## Action item
Search the material below for "Granite" and copy every line where it occurs.

## Exercise materials
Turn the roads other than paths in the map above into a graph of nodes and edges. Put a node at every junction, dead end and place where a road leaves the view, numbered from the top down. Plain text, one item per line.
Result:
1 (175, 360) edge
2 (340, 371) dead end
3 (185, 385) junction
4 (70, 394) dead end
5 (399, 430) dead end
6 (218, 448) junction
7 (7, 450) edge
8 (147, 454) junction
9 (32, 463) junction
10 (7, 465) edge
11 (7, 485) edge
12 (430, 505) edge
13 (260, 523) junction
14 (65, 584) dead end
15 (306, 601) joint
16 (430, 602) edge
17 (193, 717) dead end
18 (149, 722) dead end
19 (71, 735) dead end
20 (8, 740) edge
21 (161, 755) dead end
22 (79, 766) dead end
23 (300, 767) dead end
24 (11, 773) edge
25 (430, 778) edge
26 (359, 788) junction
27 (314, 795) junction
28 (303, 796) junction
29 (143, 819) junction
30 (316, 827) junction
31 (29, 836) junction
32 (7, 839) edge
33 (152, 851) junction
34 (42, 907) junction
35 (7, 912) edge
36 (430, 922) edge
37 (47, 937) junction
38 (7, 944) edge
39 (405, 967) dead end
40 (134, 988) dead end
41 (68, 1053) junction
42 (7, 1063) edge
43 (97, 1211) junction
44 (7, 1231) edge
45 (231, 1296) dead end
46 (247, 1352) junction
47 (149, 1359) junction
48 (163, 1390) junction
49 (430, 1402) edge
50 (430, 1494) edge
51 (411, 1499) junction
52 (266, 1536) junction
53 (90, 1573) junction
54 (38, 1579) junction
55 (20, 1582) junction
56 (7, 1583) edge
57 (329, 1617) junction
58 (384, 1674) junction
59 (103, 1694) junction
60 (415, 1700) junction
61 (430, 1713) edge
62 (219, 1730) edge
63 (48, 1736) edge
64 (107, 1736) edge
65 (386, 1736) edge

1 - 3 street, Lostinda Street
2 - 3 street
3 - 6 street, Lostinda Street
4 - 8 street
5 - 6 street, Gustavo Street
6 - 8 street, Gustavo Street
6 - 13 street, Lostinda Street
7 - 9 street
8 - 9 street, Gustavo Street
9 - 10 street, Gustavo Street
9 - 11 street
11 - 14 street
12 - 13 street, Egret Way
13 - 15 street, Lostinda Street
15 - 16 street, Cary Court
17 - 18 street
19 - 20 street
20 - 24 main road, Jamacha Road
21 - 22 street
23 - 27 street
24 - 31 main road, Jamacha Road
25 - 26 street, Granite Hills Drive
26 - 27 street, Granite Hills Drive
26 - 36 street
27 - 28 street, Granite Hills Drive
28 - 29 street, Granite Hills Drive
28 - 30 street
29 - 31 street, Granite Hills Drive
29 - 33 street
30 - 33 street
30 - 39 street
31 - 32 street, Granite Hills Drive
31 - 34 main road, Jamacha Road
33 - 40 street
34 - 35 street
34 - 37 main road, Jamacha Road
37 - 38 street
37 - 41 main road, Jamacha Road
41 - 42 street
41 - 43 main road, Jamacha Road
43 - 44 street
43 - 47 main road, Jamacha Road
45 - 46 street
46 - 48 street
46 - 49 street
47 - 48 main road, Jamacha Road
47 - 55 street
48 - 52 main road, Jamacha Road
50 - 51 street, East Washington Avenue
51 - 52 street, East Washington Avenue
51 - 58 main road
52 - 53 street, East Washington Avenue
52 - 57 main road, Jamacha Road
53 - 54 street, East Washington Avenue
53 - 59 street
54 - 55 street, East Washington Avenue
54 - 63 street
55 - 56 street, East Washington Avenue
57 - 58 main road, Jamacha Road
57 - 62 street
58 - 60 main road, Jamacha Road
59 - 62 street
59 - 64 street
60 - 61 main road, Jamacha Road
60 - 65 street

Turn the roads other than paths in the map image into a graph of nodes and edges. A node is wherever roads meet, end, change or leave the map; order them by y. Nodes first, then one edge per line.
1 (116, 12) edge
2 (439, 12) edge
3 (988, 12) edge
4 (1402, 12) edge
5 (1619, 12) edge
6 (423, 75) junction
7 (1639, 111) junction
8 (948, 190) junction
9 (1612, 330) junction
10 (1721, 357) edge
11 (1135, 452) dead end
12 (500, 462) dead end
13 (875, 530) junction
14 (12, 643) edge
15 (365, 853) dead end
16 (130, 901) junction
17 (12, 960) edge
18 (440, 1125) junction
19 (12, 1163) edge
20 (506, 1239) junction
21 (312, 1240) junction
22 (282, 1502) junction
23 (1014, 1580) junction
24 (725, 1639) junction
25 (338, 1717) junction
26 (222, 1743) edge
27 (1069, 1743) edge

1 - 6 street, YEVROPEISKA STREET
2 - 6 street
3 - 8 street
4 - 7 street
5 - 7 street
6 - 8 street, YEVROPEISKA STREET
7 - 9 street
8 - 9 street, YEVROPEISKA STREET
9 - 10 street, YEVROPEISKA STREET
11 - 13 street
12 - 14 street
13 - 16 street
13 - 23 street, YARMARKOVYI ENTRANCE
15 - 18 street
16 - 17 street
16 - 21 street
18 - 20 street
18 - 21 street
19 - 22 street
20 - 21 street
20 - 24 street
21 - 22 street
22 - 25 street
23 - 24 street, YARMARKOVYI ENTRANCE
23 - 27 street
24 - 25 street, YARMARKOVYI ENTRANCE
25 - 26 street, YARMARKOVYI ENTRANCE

## Response to the task
25 - 26 street, Granite Hills Drive
26 - 27 street, Granite Hills Drive
27 - 28 street, Granite Hills Drive
28 - 29 street, Granite Hills Drive
29 - 31 street, Granite Hills Drive
31 - 32 street, Granite Hills Drive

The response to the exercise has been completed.